Activity to try: Cleaning is a chore that children run away from, but you can make it a fun task. Your child can make a colourful work chart and tick boxes in the chart as and when he finishes a chore.
By the time your child reaches the toddler stage, she shows interest in eating on her own. So, at the age of 10, she should be quite deft in using a spoon and a fork, and can confidently use cutlery to eat at a restaurant or a friends place. In the Indian context, teach your child to be confident, both while sitting on the floor and eating with their hands, and while using a fork and spoon.
Activity to try: Going one step further from the mock restaurant activity, you and your child can play a game where everyone must sit down at a formal dinner with cutlery and plates with a few fruits or cooked veggies. Encourage your child to demonstrate how to use the cutlery.

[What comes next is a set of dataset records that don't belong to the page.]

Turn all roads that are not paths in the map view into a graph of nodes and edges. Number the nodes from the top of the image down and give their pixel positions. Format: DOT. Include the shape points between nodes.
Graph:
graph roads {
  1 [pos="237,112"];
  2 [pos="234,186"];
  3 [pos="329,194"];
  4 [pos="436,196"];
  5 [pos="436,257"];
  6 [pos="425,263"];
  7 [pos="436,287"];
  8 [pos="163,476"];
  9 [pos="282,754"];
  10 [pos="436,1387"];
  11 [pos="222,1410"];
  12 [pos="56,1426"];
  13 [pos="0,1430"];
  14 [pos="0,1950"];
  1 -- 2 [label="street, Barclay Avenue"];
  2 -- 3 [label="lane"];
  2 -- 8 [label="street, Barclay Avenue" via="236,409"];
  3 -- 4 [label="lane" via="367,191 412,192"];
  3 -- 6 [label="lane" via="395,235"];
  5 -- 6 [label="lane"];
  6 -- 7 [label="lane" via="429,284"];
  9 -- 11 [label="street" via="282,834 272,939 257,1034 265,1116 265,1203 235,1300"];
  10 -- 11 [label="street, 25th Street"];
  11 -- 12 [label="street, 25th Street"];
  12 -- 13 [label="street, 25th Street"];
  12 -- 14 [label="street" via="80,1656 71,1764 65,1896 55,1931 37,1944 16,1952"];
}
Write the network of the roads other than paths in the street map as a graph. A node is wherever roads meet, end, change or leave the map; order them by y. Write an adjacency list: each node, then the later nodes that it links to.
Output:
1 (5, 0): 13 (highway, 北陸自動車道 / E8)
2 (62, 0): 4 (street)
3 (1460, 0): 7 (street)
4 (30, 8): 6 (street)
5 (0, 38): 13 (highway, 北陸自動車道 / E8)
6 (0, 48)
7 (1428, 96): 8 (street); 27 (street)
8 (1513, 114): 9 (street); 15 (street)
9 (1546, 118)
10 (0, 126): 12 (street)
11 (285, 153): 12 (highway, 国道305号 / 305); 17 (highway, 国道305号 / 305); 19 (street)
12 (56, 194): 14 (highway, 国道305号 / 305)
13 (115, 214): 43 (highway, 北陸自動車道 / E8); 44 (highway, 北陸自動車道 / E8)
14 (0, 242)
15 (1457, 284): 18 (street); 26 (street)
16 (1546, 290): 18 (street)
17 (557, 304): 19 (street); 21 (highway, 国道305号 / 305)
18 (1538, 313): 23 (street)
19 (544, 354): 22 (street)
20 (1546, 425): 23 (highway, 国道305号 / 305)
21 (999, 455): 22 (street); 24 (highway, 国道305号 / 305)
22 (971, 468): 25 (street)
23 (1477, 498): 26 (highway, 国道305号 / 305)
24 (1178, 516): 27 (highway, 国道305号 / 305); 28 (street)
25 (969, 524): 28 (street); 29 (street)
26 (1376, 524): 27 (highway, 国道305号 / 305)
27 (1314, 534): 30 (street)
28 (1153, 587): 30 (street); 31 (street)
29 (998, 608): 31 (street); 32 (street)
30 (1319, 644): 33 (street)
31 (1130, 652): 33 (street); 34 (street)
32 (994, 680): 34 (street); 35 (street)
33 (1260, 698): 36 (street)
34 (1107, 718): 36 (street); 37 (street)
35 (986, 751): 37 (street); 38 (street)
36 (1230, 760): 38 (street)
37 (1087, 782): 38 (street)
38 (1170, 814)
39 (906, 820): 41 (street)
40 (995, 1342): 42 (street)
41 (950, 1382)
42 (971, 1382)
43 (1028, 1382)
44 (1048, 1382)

Your 10-year-old should be able to make a witty conversation with another person and hold their attention for a reasonable amount of time. Encourage your child to see the lighter side of things occasionally. The confidence and sense of self that a 10-year-old child derives from telling a humorous anecdote to peers or adults are what makes this an important skill.
Activity to try: Get your little tyke to look for funny anecdotes/jokes in comic books and magazines, and compile them. Then let him improvise on some of them and tell these jokes with a twist or a story.
Preschoolers start their financial journey by putting loose change in a piggy bank and this introduces them to the concept of saving money for the first time. They also learn to appreciate small changes and how it all adds up. Eventually, when children start getting pocket money, they know that it can be used to buy things. A 10-year-old should be able to save up for something that she wants to buy and make small sacrifices - like giving up on the ice cream or chocolate - towards the larger end.
Activity to try: Give your child a specific amount of money for a week and ask her to manage the house finances, such as paying the newspaper vendor, buying groceries, paying the electricity bill and so on, with that amount.
All these skills are essential for children to master by the time they are ten years old. Parents can teach their little ones important values through these skills that will last a lifetime.